Can Critics Change Their Mind?

Published by the Director’s Guild of America

Once upon a time there was a young movie geek who thought that a film was a coefficient in the algebra of a motion picture experience, as unchanging as a Rodin bronze. And then the geek, who had enormously enjoyed the film Gigi when she was five and had imagined that Maurice Chevalier sang “Thank Heaven for Little Girls” expressly to her, was driving down the Pacific Coast Highway on her way to college, her AM radio blaring. As the intro to “Thank Heaven” swelled (in the ’70s oldies radio meant show tunes and not Led Zeppelin), said geek fondly recalled the 1958 Vincente Minnelli movie starring the gosling-like Leslie Caron, who at film’s end swans around the Bois de Boulogne.

Replaying sequences of the film in her mind, she nearly drove off the road when it dawned on her that the wholesome coming-of-age story she so tenderly remembered as an ugly duckling tale was about the education of a courtesan who defies family tradition by holding out for marriage.

As you’ve correctly guessed, I’m that geek. And this “Gigi Whiz!” moment was the first time I struggled with the question: do movies change, or do we? My initial thought was that I had taken in Gigi’s deeper meaning at age five and suppressed it until I could process its implications. The movie hadn’t changed, really. It was merely a case of my having matured and being able to see it fully.

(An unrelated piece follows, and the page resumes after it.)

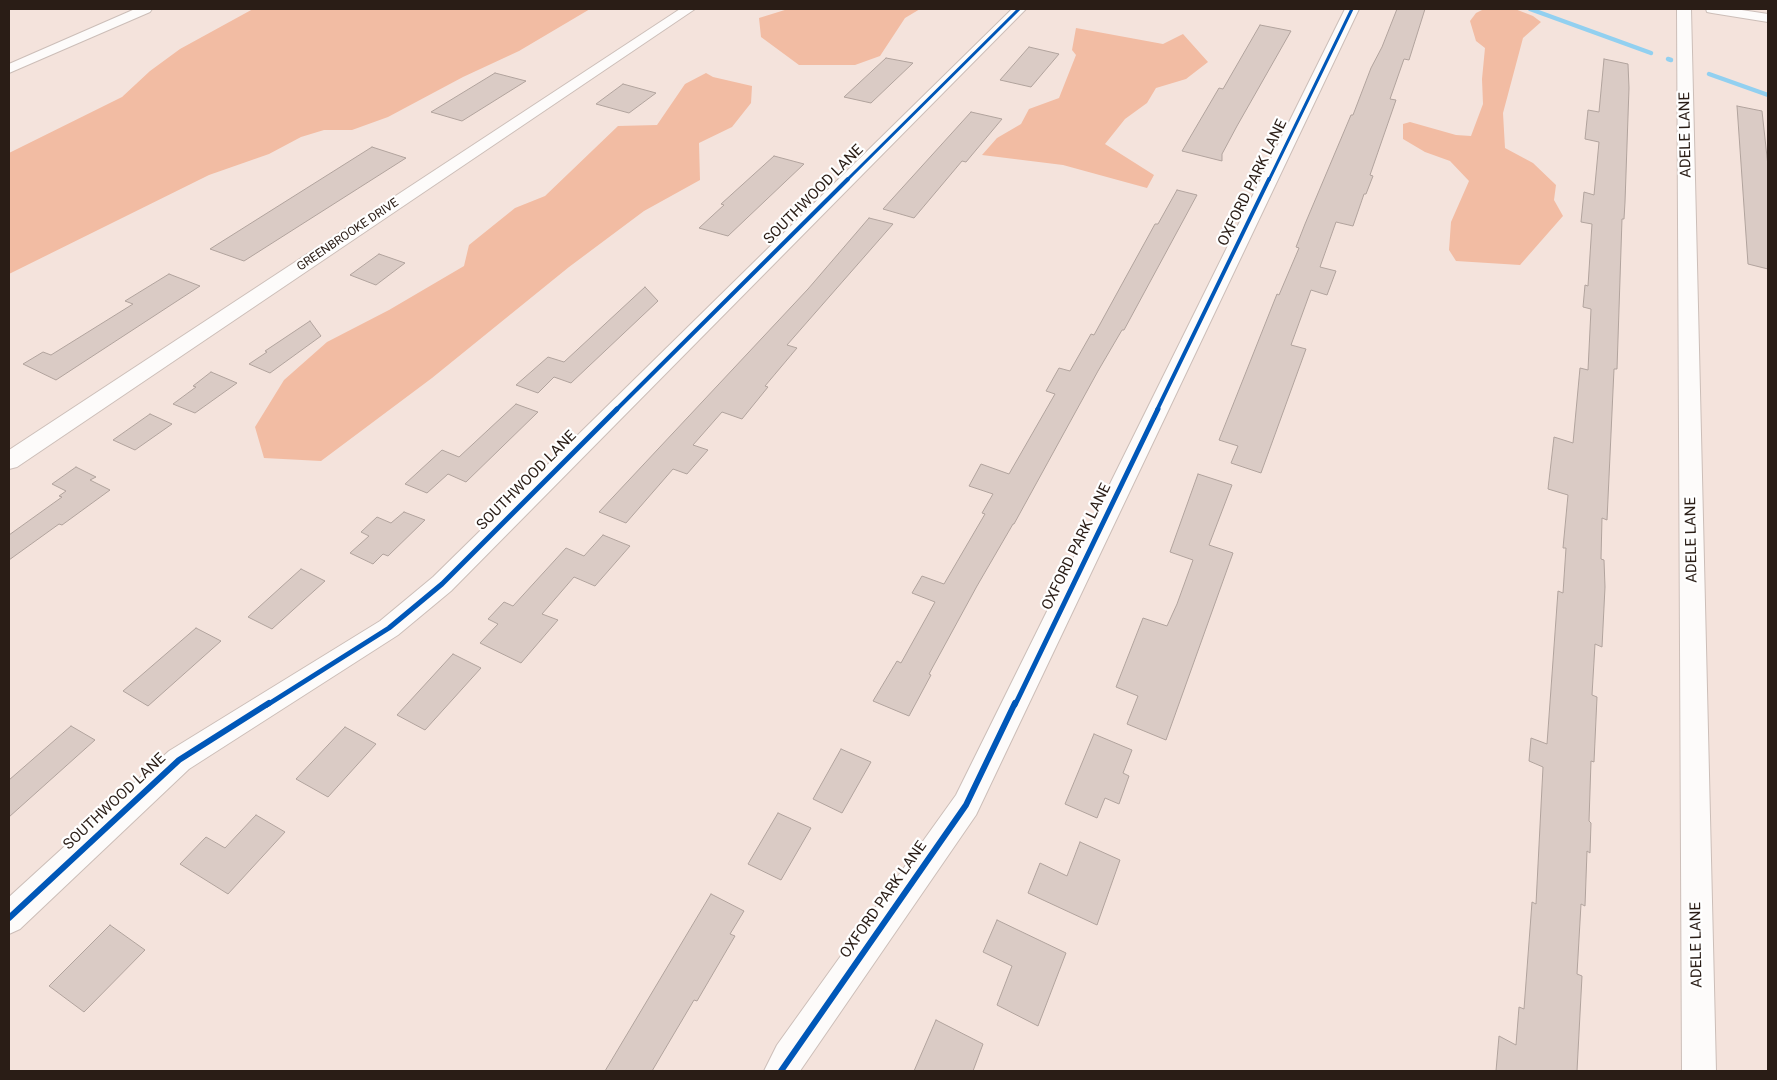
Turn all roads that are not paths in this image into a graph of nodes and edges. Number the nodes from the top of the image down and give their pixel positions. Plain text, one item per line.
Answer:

Or so I believed until the experience repeated itself more than I care to count. Sometimes it’s the movie that seems to change. Sometimes it’s the cultural context. And sometimes it’s my opinion.

Changing your mind about a movie if you’re a civilian is victimless. Changing your mind as a professional critic has ramifications. As a point of pride, Pauline Kael saw films only once. She believed her immediate response was most honest. For Manny Farber, viewing, and re-viewing, movies enabled him to experience them from multiple perspectives, to compensate for variables of cultural and intellectual change. I recall that when Joe Morgenstern retracted his initial negative Newsweek review of Bonnie and Clyde after taking a second look, he was pilloried by some as a flip-flopper. Then, as now, I thought him brave to admit his critical opinion wasn’t infallible. God knows, my first impressions haven’t always stood the test of time.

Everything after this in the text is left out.